Knowledgeable editor Vicki Piekarski has offered us one dozen tales penned by women to expose us to the breadth and depth of the distaff side of the Western.

She has done us a favor.

They range from the melancholic tale such as Mari Sandoz’s The Vine, to the somewhat comic as in a tale from B.M. Bower, and a fanciful tale of the devil in a brief but thoughtful story from Helen Eustis titled Mister Death and the Red-Headed Woman.

As per usual in anthologies, some tales land more than others, but the quality here is quite high overall. She and her partner Jon Tuska have both done astonishing jobs in keeping the Western relevant for those willing to dig for their work.

Another extract.

We heard about them long before we saw them. News traveled fast in those days even though we didn't have telephones in the valley. Old Gus, the mailman, gave us the full report. “They come in from Laramie in a two-wheeled cart,” he said, “him ridin’ with her walkin’ beside the cart and the old sway-bellied to horse pullin’ it. That cart was mostly filled with plants, and she was carrying one in her arms, just like most women carry a baby.—Peggy Simson Curry, Geranium House

And another extracted from a non-fiction pioneer memoir by Juanita Brooks titled Quicksand and Cactus.

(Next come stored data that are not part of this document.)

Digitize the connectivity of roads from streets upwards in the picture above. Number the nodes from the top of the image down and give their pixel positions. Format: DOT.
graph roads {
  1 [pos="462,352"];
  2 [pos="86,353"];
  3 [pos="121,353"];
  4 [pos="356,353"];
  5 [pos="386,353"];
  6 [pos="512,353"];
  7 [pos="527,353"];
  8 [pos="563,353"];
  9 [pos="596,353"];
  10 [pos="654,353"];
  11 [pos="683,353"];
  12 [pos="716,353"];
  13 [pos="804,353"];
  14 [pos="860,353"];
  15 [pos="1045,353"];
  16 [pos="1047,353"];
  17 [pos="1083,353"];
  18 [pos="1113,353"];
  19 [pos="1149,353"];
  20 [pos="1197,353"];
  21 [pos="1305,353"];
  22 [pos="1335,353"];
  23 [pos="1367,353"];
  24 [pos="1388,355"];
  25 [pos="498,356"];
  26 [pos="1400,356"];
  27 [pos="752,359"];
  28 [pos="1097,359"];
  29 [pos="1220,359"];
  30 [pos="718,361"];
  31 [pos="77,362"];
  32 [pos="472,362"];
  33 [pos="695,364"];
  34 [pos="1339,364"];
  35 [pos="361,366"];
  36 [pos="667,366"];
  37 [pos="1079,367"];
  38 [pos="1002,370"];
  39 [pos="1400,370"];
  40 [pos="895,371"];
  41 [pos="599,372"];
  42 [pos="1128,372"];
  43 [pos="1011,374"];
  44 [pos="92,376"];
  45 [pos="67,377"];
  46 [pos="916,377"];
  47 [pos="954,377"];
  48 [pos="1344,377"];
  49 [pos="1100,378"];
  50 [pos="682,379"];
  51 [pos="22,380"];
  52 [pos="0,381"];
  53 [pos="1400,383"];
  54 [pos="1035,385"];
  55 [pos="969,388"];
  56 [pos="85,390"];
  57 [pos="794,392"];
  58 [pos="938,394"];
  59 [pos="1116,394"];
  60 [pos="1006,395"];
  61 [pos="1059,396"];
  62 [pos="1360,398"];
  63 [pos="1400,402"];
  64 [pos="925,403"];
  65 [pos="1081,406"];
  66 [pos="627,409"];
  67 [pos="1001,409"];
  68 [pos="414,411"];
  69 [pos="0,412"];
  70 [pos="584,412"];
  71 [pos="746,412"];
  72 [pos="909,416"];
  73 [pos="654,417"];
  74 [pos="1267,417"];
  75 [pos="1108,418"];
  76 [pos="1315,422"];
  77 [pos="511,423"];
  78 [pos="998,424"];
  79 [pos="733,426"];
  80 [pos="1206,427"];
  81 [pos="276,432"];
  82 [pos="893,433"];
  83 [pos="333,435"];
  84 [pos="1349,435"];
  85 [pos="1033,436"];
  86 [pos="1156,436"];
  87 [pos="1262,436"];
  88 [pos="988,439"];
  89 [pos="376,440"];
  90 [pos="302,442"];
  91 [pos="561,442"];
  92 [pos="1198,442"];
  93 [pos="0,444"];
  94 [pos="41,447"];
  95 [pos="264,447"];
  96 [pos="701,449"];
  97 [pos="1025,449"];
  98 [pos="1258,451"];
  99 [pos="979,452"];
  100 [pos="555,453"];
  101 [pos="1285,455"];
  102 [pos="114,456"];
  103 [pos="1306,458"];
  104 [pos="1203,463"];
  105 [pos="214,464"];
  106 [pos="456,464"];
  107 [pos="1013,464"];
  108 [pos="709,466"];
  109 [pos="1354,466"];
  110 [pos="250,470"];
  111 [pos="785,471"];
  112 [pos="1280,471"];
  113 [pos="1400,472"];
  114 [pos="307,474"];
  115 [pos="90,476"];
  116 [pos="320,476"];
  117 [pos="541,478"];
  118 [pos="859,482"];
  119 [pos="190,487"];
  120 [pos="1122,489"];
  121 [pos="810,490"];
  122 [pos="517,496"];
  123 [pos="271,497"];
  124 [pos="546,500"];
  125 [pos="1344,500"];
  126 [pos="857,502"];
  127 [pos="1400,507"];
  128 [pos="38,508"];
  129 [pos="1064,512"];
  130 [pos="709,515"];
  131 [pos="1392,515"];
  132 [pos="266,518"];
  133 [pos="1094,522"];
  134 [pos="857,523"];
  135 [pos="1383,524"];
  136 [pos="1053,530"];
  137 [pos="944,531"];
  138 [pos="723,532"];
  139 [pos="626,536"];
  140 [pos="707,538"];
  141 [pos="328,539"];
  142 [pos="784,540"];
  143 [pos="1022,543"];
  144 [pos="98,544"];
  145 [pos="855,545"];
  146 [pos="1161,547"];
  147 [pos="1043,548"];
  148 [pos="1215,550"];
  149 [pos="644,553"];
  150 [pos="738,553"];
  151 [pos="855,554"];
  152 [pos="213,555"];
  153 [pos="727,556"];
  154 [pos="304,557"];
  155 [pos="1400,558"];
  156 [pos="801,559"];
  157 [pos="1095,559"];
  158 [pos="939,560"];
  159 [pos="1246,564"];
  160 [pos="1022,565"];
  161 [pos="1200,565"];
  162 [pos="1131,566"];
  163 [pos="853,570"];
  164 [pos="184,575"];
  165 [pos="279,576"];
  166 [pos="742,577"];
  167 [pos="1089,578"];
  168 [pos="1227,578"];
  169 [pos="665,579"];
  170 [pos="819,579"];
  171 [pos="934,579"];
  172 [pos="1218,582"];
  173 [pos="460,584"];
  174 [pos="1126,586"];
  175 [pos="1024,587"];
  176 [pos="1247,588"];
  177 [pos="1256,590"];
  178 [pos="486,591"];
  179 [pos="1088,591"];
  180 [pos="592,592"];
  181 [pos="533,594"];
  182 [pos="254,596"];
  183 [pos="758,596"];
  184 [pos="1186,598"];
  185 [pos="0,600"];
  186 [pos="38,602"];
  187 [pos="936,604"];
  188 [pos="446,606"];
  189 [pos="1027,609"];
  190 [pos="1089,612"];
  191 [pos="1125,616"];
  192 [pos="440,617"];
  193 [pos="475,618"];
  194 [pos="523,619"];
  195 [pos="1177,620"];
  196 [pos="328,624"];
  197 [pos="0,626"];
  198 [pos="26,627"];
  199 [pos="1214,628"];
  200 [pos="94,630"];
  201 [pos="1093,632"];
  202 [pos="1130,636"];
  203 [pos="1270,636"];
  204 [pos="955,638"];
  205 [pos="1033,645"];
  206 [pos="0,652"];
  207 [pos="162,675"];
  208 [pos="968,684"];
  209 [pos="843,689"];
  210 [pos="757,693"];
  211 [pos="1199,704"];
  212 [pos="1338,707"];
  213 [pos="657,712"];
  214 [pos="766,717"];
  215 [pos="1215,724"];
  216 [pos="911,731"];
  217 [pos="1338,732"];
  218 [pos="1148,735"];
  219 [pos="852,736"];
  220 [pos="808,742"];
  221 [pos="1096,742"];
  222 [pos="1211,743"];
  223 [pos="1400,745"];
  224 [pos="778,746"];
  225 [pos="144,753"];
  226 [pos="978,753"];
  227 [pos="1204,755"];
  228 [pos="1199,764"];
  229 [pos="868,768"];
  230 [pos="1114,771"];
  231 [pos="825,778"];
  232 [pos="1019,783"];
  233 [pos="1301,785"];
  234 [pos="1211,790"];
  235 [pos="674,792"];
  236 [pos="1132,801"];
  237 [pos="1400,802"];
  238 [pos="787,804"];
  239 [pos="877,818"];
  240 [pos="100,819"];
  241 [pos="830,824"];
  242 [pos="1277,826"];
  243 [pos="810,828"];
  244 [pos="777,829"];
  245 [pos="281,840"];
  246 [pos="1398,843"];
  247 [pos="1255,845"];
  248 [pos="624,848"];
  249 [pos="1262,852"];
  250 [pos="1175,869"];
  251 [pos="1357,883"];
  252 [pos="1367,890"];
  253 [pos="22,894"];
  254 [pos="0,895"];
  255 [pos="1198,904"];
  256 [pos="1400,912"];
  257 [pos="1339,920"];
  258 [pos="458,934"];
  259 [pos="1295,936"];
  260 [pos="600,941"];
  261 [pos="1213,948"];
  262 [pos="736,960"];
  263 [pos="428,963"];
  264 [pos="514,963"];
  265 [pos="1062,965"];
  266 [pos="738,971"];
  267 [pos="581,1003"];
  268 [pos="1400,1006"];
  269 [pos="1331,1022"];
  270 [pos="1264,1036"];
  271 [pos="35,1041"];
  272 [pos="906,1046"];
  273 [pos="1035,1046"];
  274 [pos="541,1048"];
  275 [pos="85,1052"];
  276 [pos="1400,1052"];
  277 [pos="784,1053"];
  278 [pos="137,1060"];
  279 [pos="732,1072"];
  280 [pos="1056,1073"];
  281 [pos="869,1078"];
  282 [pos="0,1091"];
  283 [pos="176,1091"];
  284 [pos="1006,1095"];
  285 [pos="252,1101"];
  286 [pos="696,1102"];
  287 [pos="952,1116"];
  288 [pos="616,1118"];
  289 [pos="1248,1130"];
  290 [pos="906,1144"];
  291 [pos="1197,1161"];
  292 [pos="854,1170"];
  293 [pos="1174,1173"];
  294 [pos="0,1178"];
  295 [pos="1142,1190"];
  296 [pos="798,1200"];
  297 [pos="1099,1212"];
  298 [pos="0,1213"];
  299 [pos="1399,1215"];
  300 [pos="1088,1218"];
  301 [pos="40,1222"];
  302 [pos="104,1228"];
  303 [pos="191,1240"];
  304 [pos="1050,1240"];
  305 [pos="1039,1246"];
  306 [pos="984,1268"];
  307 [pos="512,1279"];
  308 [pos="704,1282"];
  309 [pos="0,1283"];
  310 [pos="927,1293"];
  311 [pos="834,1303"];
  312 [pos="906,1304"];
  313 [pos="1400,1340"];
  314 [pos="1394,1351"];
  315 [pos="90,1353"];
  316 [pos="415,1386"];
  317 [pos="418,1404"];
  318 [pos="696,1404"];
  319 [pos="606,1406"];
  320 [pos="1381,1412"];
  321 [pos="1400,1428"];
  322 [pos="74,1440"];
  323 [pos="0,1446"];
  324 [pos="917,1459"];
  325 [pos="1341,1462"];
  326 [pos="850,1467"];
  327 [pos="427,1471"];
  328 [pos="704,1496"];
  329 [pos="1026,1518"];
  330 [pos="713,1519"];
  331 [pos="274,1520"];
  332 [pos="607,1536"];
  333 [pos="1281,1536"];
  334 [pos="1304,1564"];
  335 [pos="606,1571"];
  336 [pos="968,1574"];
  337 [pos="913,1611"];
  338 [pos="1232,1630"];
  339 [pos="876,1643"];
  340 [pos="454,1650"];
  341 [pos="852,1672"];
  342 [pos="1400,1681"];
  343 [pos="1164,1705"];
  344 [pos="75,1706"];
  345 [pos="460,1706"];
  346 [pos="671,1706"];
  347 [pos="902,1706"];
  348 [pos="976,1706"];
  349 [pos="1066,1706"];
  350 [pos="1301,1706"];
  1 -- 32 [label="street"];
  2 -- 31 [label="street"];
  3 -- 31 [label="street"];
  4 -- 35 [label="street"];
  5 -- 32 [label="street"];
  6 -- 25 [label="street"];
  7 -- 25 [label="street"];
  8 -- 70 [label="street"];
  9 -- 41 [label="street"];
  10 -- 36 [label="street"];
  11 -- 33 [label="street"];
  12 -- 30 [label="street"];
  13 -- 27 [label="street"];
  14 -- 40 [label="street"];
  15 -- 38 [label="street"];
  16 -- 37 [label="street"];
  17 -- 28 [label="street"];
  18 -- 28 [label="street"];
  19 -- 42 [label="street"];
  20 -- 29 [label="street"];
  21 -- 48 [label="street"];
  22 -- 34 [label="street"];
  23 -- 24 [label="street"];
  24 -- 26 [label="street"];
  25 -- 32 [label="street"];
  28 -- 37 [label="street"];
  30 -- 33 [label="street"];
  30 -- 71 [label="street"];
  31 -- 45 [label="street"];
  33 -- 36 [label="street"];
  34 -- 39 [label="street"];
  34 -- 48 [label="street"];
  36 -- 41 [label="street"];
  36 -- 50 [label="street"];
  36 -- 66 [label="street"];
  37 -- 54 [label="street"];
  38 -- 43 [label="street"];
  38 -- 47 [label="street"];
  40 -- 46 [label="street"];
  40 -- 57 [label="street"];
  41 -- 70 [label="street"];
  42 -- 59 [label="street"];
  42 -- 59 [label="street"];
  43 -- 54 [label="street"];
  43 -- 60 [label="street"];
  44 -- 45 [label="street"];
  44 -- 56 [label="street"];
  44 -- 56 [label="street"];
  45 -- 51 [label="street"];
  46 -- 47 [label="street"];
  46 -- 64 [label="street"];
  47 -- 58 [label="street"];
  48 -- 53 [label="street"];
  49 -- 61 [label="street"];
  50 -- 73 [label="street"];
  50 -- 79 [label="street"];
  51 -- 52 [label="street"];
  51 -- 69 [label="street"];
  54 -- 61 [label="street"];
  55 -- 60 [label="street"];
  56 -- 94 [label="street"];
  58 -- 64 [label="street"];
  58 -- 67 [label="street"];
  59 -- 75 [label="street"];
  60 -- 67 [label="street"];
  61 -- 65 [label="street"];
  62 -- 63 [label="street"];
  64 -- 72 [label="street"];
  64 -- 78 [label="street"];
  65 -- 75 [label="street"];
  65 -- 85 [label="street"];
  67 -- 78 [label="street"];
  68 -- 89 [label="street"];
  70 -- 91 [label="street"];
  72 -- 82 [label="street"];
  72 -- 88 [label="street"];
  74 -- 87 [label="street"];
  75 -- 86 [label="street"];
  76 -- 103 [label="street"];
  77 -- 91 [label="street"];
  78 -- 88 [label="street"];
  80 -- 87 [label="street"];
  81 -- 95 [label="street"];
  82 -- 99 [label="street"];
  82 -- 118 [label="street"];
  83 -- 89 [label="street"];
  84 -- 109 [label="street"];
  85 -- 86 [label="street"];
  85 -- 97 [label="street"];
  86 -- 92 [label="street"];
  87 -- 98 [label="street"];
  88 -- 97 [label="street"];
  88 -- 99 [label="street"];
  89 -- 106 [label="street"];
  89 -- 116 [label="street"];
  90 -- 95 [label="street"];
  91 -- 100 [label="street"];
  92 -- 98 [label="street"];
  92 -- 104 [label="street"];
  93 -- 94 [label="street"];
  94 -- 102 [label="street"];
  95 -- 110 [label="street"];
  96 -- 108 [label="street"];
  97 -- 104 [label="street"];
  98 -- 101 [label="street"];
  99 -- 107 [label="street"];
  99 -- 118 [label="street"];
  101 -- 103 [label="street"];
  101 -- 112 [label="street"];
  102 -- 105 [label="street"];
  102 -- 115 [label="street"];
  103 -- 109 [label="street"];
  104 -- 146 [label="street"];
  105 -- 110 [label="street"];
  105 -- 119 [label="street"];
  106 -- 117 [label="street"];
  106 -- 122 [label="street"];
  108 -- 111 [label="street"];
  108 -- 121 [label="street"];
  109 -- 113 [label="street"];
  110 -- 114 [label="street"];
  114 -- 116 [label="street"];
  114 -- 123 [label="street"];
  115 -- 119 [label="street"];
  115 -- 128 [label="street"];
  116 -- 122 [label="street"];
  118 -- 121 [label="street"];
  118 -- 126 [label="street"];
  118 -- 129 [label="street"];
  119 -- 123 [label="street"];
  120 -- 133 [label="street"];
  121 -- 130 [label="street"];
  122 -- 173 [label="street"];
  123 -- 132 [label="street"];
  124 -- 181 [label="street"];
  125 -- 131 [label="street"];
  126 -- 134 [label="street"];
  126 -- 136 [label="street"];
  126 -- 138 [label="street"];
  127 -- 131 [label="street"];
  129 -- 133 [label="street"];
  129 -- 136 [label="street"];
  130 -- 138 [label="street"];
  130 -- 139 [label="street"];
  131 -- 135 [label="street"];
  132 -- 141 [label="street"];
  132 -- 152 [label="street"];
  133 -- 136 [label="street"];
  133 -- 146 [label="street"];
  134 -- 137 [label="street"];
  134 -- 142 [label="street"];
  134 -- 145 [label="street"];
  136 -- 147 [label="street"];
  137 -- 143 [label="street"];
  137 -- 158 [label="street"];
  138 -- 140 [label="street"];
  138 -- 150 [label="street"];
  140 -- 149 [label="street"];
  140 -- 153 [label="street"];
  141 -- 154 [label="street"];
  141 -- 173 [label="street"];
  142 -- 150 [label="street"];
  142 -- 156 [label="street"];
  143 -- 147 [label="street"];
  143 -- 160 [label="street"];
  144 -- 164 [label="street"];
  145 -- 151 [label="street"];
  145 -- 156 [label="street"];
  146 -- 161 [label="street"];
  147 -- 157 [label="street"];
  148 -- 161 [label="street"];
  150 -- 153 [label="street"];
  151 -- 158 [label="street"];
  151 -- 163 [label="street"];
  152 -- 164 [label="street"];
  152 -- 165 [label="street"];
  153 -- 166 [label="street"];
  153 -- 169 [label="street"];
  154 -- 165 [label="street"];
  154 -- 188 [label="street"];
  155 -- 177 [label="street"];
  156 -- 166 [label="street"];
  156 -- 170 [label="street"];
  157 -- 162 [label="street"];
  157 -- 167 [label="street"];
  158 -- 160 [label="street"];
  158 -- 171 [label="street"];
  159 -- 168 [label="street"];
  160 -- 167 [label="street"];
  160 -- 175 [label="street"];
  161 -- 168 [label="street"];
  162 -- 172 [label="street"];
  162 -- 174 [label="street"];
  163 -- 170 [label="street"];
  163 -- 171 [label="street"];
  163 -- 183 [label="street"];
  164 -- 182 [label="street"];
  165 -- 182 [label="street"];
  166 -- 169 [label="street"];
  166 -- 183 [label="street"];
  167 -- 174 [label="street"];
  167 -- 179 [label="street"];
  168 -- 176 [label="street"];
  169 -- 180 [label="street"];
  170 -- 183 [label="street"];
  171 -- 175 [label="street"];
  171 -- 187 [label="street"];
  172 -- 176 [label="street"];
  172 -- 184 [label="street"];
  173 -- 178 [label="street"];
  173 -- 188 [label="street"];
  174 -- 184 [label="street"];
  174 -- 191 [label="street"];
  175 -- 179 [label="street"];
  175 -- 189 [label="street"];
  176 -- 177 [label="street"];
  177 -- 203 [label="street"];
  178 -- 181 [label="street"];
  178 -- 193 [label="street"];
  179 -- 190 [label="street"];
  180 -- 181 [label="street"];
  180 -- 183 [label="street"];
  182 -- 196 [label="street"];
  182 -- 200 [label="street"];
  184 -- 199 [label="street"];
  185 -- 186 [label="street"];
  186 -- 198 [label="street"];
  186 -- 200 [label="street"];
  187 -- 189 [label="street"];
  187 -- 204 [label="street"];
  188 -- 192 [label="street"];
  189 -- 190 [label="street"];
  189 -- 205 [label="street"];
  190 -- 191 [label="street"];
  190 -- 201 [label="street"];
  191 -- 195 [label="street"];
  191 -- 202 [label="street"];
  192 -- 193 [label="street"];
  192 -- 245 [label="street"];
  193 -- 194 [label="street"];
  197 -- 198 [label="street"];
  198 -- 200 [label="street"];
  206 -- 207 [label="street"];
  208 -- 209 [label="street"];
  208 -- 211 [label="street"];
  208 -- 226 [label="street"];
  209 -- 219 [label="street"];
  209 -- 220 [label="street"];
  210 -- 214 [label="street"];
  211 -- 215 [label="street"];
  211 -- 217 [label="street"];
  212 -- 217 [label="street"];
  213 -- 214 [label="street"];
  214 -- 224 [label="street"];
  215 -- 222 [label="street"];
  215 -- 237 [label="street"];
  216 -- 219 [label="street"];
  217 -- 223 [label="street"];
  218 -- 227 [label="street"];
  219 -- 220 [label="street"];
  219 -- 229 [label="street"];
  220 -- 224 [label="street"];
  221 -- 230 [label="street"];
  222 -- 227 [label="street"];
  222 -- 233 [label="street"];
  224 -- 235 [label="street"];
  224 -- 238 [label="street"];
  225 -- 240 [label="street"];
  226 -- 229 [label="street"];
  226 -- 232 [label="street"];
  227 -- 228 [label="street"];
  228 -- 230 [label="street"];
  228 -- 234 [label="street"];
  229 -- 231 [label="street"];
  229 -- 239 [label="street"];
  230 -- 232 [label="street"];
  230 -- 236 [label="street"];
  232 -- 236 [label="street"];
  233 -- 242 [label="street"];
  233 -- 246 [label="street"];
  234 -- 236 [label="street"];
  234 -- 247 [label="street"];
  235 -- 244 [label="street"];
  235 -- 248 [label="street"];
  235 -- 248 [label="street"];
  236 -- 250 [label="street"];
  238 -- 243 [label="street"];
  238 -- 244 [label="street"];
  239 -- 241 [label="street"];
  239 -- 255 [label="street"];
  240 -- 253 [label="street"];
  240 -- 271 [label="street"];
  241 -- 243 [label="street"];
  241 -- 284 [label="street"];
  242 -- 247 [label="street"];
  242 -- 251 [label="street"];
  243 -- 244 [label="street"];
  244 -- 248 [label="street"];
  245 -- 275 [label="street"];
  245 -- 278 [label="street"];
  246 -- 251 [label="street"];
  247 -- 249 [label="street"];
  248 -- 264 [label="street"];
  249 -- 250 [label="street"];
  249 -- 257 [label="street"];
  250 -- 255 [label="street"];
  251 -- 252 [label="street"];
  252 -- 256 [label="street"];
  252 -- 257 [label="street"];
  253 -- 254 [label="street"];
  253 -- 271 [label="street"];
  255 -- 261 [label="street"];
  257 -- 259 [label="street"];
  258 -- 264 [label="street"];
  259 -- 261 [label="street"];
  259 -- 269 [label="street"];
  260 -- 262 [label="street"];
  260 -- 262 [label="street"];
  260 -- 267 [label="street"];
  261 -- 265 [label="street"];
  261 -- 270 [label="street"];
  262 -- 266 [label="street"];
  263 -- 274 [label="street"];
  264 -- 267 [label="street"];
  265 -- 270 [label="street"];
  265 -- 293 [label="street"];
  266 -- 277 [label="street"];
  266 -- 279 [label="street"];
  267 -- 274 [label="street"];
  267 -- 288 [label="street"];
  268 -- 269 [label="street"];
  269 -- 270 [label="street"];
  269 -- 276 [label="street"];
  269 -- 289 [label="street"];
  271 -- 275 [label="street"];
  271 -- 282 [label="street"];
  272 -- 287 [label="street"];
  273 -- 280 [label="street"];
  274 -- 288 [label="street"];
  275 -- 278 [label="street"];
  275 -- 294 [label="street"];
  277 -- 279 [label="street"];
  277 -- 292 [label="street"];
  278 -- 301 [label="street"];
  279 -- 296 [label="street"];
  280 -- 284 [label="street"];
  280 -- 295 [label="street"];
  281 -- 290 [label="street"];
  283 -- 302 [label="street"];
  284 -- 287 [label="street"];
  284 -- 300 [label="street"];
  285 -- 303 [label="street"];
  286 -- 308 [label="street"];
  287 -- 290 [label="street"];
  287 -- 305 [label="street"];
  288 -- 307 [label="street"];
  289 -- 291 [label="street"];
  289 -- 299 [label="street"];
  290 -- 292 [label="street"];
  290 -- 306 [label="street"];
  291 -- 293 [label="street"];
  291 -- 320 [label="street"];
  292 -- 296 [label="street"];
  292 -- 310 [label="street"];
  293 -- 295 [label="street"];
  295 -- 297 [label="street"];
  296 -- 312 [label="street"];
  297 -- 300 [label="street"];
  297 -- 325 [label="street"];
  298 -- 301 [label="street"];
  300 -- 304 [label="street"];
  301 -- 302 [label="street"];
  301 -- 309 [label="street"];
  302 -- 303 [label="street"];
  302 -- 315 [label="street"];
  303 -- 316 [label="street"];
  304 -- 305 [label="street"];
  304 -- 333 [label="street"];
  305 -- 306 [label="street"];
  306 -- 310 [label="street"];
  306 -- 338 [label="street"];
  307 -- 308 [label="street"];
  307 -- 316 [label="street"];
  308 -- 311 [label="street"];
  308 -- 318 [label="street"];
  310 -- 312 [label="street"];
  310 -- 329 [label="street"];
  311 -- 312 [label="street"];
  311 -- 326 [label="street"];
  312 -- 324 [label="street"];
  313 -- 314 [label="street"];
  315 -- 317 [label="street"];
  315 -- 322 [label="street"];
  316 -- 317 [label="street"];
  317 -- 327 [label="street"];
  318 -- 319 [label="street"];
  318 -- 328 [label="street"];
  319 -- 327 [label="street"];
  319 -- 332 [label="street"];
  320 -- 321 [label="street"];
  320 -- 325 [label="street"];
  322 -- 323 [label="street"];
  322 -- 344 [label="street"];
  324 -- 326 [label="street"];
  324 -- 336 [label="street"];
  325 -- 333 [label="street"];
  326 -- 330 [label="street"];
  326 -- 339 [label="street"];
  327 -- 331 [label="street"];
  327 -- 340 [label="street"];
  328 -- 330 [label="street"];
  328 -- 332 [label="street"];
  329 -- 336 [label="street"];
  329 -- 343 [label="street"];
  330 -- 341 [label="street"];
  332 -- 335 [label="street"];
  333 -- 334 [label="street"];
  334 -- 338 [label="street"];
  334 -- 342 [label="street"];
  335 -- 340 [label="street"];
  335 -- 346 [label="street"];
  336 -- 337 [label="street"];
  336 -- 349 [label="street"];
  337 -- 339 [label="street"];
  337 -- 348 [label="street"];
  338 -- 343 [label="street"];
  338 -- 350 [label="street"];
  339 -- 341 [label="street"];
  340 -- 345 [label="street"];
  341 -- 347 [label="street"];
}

So sitting astride my dappled pony, my bonnet on my shoulders, my braids undone, I study this out and determined that I would see some of the world beyond the desert, that I would go to a college or university or whatever it was that one went to in order to learn of books, and how to talk like books. I would not wait for life to come to me; I would go out to meet it.

High marks for a fine volume by a knowledgeable editor.

Easy A.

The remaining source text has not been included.